Шрифт:
Интервал:
Закладка:
— Он изучал, — сказала Лавиния.
Дугал не взглянул на нее. Он повернулся ко мне.
— Это Тхага Индостана. Мы называем это тхаггери. Это поклонение богине Кали, которая, должно быть, самая кровавая из всех известных богов и богинь. Она постоянно требует крови. Те, кто присягают ей, — убийцы по профессии. Считается почетной профессией… убивать.
— Конечно, все согласны с тем, что необходимо прекратить это, — уверенно проговорила я.
— Все… кроме самих тхагов. Но это уже вмешательство иностранцев в обычаи страны.

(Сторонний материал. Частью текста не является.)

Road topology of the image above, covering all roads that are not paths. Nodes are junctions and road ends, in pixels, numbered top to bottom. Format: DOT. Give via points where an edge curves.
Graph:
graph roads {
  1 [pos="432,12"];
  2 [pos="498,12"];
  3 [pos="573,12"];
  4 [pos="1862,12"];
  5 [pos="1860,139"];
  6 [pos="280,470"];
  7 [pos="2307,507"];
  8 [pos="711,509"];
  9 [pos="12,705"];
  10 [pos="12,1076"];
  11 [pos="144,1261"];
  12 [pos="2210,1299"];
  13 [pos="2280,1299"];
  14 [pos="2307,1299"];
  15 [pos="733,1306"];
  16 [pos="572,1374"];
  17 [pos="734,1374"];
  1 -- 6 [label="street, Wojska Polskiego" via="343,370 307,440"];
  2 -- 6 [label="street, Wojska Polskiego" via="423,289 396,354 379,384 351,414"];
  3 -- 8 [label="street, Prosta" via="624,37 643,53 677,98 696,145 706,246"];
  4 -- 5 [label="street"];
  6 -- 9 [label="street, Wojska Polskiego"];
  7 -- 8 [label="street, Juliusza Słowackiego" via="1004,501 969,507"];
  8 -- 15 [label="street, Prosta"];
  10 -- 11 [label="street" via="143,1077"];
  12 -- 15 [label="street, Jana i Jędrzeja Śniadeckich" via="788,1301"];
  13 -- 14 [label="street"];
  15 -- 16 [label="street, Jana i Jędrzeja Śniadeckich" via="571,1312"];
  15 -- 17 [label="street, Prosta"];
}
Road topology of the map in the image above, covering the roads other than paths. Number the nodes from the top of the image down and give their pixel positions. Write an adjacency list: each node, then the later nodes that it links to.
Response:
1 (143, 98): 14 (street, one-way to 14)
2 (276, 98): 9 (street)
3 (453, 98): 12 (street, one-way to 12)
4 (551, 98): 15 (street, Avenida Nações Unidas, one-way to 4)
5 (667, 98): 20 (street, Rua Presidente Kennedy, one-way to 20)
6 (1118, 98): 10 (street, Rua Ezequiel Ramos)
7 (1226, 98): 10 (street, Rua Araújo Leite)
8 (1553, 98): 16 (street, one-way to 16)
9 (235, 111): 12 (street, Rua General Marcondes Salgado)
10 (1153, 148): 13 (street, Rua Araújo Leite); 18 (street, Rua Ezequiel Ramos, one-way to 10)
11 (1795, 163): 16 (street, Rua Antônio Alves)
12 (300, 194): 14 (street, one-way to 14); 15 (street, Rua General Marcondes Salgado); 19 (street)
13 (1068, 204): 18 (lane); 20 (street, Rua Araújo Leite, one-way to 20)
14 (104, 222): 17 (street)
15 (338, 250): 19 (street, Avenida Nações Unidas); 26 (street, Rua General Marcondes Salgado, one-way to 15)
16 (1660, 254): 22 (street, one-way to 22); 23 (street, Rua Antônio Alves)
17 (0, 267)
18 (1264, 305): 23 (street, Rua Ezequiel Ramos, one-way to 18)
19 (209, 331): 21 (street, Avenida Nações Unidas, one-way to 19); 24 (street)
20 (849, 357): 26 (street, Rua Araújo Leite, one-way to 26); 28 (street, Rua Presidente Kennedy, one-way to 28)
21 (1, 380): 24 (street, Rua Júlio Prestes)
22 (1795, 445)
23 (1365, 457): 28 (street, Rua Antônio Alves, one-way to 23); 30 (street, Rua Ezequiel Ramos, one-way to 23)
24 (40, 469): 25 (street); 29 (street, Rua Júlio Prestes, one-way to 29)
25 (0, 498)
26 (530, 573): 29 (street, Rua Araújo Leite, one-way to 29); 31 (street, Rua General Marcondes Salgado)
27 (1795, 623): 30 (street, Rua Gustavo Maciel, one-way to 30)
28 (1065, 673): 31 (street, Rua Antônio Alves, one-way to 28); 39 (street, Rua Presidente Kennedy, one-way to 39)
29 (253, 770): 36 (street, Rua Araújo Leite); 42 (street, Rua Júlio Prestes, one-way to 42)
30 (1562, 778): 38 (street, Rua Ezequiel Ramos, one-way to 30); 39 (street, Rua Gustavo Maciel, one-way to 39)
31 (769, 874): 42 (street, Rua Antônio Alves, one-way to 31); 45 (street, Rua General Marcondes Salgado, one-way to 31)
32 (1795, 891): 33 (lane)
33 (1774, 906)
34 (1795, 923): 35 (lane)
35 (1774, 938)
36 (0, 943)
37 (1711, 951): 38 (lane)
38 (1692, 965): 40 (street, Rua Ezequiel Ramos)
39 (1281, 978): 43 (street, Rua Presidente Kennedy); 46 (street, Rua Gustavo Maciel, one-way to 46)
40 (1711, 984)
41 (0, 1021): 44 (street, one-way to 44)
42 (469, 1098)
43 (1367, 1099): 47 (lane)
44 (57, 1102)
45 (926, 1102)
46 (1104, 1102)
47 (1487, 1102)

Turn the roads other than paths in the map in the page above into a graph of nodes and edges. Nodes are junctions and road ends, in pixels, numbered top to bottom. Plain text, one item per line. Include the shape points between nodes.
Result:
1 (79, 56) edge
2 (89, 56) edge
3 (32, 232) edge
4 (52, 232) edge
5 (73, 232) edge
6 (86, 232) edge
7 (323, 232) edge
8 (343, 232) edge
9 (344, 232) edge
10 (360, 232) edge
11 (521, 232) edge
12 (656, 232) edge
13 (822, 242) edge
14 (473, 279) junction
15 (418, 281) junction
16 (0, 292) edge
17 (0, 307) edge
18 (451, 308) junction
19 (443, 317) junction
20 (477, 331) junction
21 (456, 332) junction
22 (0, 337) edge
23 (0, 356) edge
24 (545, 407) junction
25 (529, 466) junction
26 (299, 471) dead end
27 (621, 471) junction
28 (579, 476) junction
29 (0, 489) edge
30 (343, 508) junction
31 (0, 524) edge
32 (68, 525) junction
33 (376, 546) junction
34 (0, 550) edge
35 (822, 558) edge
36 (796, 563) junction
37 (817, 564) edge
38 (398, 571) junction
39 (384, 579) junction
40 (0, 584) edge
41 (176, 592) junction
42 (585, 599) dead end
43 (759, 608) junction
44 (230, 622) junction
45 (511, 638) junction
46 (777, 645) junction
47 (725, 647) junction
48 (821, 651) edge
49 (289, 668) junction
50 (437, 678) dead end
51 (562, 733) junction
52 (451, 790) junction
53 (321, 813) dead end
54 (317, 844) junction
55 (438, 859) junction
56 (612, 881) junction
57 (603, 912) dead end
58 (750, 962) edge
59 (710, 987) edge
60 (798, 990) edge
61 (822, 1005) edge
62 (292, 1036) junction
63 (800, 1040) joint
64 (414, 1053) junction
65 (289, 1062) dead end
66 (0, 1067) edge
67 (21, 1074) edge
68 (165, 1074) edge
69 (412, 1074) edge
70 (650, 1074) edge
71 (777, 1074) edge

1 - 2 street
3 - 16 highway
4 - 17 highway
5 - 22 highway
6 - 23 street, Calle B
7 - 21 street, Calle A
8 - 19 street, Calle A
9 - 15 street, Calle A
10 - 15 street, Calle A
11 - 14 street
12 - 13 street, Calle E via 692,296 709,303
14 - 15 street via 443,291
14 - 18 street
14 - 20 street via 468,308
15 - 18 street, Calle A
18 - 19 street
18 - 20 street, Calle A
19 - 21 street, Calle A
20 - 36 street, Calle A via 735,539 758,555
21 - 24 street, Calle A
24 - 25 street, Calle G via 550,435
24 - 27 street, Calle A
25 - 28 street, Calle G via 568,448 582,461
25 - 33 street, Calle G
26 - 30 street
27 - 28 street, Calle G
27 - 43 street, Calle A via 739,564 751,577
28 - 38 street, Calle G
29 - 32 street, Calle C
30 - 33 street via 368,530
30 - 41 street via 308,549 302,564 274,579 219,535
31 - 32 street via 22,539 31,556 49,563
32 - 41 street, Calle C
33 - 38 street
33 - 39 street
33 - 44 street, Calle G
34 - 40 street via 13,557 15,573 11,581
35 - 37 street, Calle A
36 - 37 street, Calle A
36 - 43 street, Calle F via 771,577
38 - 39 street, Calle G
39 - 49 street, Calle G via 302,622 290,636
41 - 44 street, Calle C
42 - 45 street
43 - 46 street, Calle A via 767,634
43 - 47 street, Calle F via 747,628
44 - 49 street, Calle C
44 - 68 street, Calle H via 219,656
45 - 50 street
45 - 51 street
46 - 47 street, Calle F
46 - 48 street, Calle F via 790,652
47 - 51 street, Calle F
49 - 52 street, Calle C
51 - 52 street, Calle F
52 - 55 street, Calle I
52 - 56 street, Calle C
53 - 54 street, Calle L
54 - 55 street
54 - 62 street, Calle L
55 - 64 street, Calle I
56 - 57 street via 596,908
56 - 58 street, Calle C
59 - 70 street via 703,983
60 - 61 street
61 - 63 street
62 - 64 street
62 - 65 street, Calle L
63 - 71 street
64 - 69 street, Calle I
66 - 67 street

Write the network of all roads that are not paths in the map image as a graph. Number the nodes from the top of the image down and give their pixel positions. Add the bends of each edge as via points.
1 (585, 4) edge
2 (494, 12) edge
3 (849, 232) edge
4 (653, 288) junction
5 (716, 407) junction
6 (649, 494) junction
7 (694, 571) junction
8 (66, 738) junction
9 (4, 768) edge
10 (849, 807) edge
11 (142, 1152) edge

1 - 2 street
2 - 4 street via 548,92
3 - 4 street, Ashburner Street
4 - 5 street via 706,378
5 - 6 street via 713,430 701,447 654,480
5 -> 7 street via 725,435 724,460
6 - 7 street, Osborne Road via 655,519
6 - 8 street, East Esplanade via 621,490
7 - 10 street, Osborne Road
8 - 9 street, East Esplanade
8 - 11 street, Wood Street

— Людей, должно быть, терроризировали.
— Это было религиозное сообщество. Эти люди, принявшие присягу, были убийцами. Так как они убивали, то было неважно, кого. Они жили за счет добычи, захваченной у жертв, но мотивом убийства был не грабеж, а ублажение своей богини. Они собирались в группы, присоединялись к путешествующим, входили к ним в доверие и, выбрав подходящий момент, убивали их.
— Как… жестоко!
— Обычно они удушали жертву.
— Многие из них использовали «колючее яблоко», — вставил Фабиан.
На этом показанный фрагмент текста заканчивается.